Awalnya, Ines mengelak ketika Ghazi bertanya perihal kecelakaan dan menyodorkan gelang putih bernoda darah itu. Tetapi ketika Ghazi berkata kalau ia akan melindungi Ines asalkan dia mau jujur, Ines akhirnya menceritakan semuanya.

"Waktu itu gue lagi buru-buru balik ke Bandung. Saking paniknya gue beneran gak lihat kalau waktu itu ada orang lagi nyebrang di depan gue. Mereka-" Ines menutup mulutnya tidak sanggup melanjutkan kalimatnya.

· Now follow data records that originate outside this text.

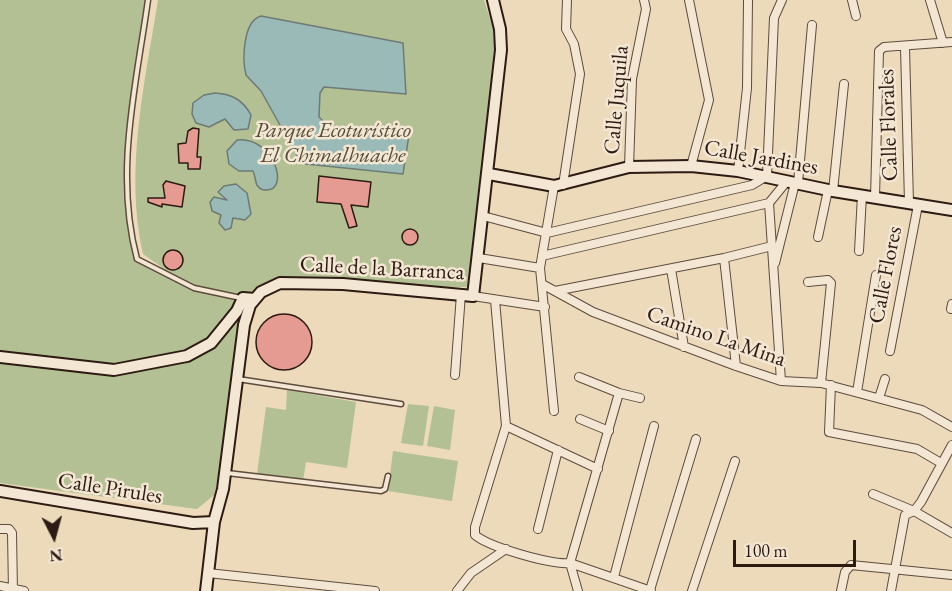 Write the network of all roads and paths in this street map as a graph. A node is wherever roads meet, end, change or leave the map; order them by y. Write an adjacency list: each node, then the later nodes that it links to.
1 (148, 0): 45 (lane)
2 (493, 0): 18 (main road)
3 (567, 0): 21 (street)
4 (644, 0): 16 (street, Calle Juquila)
5 (689, 0): 15 (street)
6 (782, 0): 19 (street)
7 (852, 0): 10 (street)
8 (930, 0): 12 (street)
9 (748, 1): 17 (street)
10 (856, 16)
11 (812, 25): 20 (street)
12 (948, 43): 13 (street)
13 (904, 47): 24 (street); 26 (street, Calle Florales)
14 (844, 84): 22 (street)
15 (691, 166): 16 (main road, Calle Jardines); 17 (main road, Calle Jardines)
16 (629, 167): 21 (main road, Calle Jardines)
17 (738, 171): 19 (main road, Calle Jardines)
18 (489, 174): 21 (main road, Calle Jardines); 28 (main road, Calle de la Barranca)
19 (767, 176): 20 (main road, Calle Jardines); 29 (street)
20 (794, 182): 22 (main road, Calle Jardines); 25 (street); 36 (street)
21 (559, 186): 29 (street)
22 (831, 190): 23 (main road, Calle Jardines); 30 (street)
23 (862, 195): 24 (main road, Calle Jardines); 32 (street)
24 (875, 197): 26 (main road, Calle Jardines)
25 (769, 203): 31 (street); 33 (street)
26 (913, 204): 27 (main road, Calle Jardines); 50 (street, Calle Flores)
27 (952, 210)
28 (483, 216): 29 (street); 34 (main road, Calle de la Barranca)
29 (547, 233): 33 (street)
30 (818, 237)
31 (772, 246): 35 (street); 36 (street)
32 (859, 251)
33 (542, 256): 37 (street)
34 (479, 258): 37 (street); 44 (main road, Calle de la Barranca)
35 (724, 258): 38 (street); 52 (street)
36 (774, 267): 57 (street)
37 (540, 268): 41 (street)
38 (670, 269): 42 (street); 49 (street)
39 (876, 275): 60 (street)
40 (808, 282): 58 (street)
41 (542, 284): 42 (street, Camino La Mina); 48 (street)
42 (555, 291): 49 (street, Camino La Mina)
43 (461, 294): 44 (main road, Calle de la Barranca); 46 (main road, Calle de la Barranca); 53 (street)
44 (473, 296): 47 (street)
45 (243, 298): 46 (main road); 51 (main road)
46 (255, 299): 55 (main road)
47 (495, 300): 48 (street); 67 (street)
48 (545, 307): 65 (street)
49 (684, 347): 52 (street, Camino La Mina)
50 (890, 351)
51 (0, 357)
52 (735, 366): 57 (street, Camino La Mina)
53 (455, 375)
54 (579, 377): 61 (street)
55 (236, 379): 64 (lane); 77 (main road)
56 (885, 379): 63 (street)
57 (781, 381): 58 (street, Camino La Mina)
58 (821, 382): 59 (street, Camino La Mina)
59 (831, 385): 60 (street, Camino La Mina); 75 (street)
60 (857, 392): 63 (street, Camino La Mina)
61 (619, 393): 62 (street); 70 (street)
62 (640, 398)
63 (879, 398): 69 (street, Camino La Mina)
64 (401, 404)
65 (554, 411)
66 (580, 420): 70 (street)
67 (506, 426): 73 (street); 86 (street)
68 (654, 426): 91 (street)
69 (952, 427)
70 (609, 431): 76 (street)
71 (696, 439): 99 (street)
72 (952, 445): 75 (street)
73 (558, 450): 76 (street); 84 (street)
74 (735, 462): 100 (street)
75 (941, 463): 81 (street)
76 (598, 469): 87 (street)
77 (225, 473): 78 (lane); 82 (main road)
78 (388, 476)
79 (0, 491): 82 (main road, Calle Pirules)
80 (873, 494): 81 (street)
81 (914, 511): 85 (street); 88 (street)
82 (214, 522): 89 (main road)
83 (0, 529): 93 (street)
84 (538, 529)
85 (952, 533)
86 (506, 549): 87 (street); 97 (street)
87 (570, 563): 91 (street); 98 (street)
88 (897, 570): 90 (street); 101 (street); 102 (street)
89 (208, 573): 95 (main road); 96 (street)
90 (952, 575)
91 (614, 578): 99 (street)
92 (0, 586): 93 (street)
93 (13, 590): 94 (street)
94 (24, 591)
95 (206, 591)
96 (375, 591)
97 (457, 591)
98 (578, 591)
99 (651, 591)
100 (692, 591)
101 (841, 591)
102 (891, 591)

"Kenapa lo nggak langsung bawa mereka ke rumah sakit?" tanya Ghazi.

Ines menggeleng. "Gue takut, Gaz, gue panik. Waktu gue turun untuk ngechek kondisi mereka detak jantungnya udah lemah." Tubuh Ines bergetar kalau harus mengingat tragedi itu. "Saat gue mau pergi, tangan gue ditahan sama Ibu itu dan gue gak sadar kalau gelang gue lepas."

Ghazi mengulurkan segelas air karena Ines benar-benar terisak. Sebisa mungkin ia harus menahan emosinya. Ghazi sungguh tidak habis pikir bagaimana Ines bisa menyembunyikan hal sebesar ini darinya.

Setelah meneguk sedikit air, Ines langsung menggenggam tangan Ghazi erat. "Lo janji bakal bantuin gue kan? Gue gak mau masuk polisi. Gue belum siap Gaz!" ujarnya memohon. "Gue janji gue bakal minta maaf ke Razita tapi tolong jangan laporin gue ke polisi!"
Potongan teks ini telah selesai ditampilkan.